Below are records; how many of their lines hold the string "roads"? Reply with nothing but the number.
******
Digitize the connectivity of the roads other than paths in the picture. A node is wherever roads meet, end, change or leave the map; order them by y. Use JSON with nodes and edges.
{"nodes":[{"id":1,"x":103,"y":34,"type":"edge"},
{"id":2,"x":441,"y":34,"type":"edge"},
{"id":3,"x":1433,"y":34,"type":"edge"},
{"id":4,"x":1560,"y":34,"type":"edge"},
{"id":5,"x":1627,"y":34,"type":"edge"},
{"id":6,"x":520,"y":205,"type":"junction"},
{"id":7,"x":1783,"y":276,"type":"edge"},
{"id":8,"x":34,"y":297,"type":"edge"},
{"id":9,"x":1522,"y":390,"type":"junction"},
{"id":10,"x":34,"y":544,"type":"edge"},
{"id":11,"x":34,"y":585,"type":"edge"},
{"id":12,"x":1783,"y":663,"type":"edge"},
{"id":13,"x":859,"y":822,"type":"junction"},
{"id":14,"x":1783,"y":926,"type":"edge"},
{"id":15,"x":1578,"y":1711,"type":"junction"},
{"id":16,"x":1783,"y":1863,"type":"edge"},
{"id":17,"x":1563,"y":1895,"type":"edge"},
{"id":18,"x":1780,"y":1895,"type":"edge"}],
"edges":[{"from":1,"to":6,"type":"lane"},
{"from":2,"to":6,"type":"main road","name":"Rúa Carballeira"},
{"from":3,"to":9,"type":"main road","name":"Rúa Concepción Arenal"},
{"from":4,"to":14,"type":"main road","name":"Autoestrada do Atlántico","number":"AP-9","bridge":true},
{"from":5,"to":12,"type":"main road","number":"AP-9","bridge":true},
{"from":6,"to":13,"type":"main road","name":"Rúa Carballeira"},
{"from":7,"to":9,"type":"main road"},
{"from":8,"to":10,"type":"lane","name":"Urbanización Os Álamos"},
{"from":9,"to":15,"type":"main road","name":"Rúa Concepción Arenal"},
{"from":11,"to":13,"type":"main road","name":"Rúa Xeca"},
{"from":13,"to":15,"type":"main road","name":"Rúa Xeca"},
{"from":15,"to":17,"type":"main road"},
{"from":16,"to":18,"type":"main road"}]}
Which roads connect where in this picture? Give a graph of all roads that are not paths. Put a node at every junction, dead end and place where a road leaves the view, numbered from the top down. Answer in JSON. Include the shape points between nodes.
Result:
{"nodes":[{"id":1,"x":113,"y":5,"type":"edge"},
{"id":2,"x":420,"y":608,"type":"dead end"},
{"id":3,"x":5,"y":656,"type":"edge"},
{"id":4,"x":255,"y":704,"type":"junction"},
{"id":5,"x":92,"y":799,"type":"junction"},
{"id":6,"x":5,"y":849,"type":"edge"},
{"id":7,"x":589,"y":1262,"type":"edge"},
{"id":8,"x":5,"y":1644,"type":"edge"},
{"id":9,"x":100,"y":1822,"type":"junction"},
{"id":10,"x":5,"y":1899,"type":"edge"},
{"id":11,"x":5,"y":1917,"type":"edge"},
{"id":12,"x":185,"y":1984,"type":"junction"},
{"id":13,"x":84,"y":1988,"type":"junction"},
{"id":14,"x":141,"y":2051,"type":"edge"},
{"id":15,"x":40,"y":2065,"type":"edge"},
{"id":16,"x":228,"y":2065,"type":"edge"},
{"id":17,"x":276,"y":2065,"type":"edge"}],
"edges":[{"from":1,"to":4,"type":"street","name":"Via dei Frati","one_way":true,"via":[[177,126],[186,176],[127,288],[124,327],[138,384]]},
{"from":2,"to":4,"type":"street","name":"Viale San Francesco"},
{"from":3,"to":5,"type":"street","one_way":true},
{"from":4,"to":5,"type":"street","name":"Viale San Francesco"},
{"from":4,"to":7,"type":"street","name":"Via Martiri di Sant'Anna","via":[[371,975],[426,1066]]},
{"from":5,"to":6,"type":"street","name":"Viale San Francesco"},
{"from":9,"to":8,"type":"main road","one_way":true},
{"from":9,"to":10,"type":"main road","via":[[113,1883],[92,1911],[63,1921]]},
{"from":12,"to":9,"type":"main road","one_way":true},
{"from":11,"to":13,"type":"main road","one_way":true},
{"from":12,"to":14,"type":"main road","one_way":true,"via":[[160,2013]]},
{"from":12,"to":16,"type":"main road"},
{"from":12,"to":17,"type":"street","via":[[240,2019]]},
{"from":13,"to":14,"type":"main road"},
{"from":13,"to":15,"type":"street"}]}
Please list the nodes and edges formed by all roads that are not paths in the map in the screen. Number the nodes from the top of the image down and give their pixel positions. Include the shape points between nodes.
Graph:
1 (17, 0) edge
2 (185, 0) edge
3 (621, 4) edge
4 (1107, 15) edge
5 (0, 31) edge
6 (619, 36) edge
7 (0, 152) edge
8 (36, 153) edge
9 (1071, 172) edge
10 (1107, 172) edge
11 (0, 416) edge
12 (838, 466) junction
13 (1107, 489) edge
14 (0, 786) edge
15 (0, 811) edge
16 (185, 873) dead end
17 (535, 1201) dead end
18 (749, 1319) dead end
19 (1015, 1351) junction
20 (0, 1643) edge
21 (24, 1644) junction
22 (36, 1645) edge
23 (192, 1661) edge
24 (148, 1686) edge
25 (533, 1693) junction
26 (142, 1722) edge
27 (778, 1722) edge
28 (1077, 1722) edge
******
# Response to this exercise:
3